Build Reports / Re: Mimir's Well
December 28, 2020, 08:50:55 PM
In general, the patches sound good.  I especially like the delays.  The reverse reverb & reverse delay are cool.  Some of the others are pretty wild, the extra chip set I bought were some of the more extreme ones.  Most (but not all) can be tamed by adjusting the parameters.  But at $1 per patch I figured it would be fun to have them.  Also, as of this writing the Slow Gear doesn't work, so skip that.
Build Reports / Mimir's Well
December 28, 2020, 07:14:31 PM
I finally finished my first pedal in about 2 years.  I didn't go back and check my last build report, so it might actually be a little longer.  I did build a couple electronic projects - a clock & a drum machine.   But the 3 or 4 pedals I worked on since my last build were fairly complex, and unfortunately epic fails.  So they wound up on a shelf that is optimistically labeled "Needs Troubleshooting."  Maybe I'll actually try to get them working some day...

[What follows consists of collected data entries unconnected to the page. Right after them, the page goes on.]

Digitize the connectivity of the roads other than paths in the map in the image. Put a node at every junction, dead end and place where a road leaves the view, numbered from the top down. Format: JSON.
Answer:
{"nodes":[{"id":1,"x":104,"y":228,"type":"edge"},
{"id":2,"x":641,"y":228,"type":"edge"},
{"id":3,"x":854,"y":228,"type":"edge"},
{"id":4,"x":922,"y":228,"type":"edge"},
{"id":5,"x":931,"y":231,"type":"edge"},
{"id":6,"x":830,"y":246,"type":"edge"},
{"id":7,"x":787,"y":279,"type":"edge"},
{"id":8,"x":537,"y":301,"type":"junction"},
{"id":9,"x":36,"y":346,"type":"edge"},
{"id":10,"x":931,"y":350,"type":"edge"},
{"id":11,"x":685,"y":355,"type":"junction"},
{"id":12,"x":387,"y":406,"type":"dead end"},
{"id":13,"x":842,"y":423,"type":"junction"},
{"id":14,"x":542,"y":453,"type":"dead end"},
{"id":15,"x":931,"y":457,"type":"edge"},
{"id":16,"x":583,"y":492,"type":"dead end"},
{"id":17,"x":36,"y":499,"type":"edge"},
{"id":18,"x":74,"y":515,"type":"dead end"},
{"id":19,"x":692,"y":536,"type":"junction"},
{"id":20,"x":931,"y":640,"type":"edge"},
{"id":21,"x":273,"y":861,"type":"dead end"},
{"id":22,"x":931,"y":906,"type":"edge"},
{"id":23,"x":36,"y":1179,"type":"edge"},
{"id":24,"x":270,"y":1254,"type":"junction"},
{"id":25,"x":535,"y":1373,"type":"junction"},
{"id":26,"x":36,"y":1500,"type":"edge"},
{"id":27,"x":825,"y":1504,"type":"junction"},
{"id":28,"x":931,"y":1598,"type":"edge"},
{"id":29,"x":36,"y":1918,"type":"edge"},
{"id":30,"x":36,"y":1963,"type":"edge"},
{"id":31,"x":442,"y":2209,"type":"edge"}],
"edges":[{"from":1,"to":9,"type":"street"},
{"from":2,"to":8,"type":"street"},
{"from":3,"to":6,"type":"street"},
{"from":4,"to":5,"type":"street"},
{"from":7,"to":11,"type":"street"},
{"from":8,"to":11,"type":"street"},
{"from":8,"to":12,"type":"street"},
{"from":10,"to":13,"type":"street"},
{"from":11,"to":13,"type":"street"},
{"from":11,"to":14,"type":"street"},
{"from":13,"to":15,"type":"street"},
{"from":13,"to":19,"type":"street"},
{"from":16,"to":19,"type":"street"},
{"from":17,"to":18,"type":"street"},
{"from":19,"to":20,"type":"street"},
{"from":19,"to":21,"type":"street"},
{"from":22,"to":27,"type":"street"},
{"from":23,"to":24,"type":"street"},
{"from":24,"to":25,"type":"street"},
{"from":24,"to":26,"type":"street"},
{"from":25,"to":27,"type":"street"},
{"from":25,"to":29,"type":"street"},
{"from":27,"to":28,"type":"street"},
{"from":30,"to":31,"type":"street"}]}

A few months ago someone posted a build report for Mimir's Well by MAS Effects.  It looked amazing, so I decided to ignore my fails and give it a shot.

It's all digital and comes with 7 built in patches in one bank, plus it includes another 16 that you can select yourself (2 additional banks of eight).  Since I play both bass & guitar I got 8 additional guitar effects plus 8 bass effects.  And I ordered an extra bank of 8 strange guitar effects that I can swap in if I want to use them.

Cutting the rectangle for the display screen was a PITA, but it came out pretty neat.  However, I now know that I could do it again if I needed to.